Every line in the records below that holds "roads" must be identified and copied.
BEGIN
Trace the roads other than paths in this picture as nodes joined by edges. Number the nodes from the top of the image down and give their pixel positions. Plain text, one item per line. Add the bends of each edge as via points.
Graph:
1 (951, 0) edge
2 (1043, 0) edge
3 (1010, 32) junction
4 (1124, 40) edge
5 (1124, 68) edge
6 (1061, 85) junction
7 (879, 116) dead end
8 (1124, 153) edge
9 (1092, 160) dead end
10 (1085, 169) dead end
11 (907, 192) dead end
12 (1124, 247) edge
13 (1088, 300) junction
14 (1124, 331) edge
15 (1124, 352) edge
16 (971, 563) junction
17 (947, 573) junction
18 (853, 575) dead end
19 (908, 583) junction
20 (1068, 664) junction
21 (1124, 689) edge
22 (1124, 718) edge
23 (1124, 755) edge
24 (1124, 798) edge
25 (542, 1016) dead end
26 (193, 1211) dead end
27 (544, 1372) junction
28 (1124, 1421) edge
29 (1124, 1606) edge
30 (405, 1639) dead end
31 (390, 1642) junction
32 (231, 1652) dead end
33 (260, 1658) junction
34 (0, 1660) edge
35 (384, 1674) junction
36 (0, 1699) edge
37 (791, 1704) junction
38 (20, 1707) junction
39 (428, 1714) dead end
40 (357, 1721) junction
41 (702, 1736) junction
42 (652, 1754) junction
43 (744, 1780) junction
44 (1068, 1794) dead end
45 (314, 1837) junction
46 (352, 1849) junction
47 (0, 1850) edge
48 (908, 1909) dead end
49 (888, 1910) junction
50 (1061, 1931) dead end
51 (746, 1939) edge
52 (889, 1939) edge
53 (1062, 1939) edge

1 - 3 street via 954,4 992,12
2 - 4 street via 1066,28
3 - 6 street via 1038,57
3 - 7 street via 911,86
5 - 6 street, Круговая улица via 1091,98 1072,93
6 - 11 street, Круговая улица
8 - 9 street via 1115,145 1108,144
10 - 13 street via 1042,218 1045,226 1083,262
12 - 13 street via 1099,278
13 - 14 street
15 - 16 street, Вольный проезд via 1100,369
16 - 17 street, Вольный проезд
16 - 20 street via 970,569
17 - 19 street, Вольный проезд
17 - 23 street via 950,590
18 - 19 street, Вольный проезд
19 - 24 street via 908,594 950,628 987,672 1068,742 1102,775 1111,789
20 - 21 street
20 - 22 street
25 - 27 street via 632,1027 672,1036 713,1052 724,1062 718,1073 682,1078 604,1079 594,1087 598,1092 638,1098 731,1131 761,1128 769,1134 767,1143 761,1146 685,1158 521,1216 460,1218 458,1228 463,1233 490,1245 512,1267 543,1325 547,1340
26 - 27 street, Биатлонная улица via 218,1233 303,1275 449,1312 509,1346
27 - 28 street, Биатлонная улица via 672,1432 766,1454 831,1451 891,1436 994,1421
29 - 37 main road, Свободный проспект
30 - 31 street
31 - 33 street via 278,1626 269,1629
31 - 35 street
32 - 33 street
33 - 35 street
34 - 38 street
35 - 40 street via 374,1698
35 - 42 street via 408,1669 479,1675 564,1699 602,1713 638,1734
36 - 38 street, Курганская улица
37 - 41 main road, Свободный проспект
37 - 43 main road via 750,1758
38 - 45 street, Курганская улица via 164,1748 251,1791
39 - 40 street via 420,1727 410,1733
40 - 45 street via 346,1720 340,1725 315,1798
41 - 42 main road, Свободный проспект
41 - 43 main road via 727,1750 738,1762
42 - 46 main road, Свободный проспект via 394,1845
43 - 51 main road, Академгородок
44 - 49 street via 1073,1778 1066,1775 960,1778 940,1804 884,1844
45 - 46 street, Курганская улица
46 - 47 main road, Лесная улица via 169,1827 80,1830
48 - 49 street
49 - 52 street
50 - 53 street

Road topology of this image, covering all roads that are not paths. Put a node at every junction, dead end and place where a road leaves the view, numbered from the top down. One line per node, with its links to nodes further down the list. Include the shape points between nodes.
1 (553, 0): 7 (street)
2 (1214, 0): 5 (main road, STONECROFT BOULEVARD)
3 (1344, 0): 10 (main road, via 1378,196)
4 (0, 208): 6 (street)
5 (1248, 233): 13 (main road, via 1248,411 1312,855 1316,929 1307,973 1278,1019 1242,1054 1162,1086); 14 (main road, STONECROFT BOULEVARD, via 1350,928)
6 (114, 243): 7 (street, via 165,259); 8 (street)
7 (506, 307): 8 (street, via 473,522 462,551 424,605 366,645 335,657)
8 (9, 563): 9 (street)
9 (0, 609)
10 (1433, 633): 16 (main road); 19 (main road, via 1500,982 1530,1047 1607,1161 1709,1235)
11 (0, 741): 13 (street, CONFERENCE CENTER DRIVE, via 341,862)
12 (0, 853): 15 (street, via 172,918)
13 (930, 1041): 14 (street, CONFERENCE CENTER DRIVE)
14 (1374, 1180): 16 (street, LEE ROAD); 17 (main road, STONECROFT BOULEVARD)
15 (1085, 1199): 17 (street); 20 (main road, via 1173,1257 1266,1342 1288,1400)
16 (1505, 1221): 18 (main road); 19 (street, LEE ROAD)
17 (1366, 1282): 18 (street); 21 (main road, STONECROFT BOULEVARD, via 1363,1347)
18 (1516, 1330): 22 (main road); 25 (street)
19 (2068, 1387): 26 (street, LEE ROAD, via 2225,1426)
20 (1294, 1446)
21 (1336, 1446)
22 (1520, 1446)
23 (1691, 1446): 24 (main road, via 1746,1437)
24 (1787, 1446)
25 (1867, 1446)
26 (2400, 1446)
END
YOUR RESPONSE>
Trace the roads other than paths in this picture as nodes joined by edges. Number the nodes from the top of the image down and give their pixel positions. Plain text, one item per line. Add the bends of each edge as via points.
Road topology of this image, covering all roads that are not paths. Put a node at every junction, dead end and place where a road leaves the view, numbered from the top down. One line per node, with its links to nodes further down the list. Include the shape points between nodes.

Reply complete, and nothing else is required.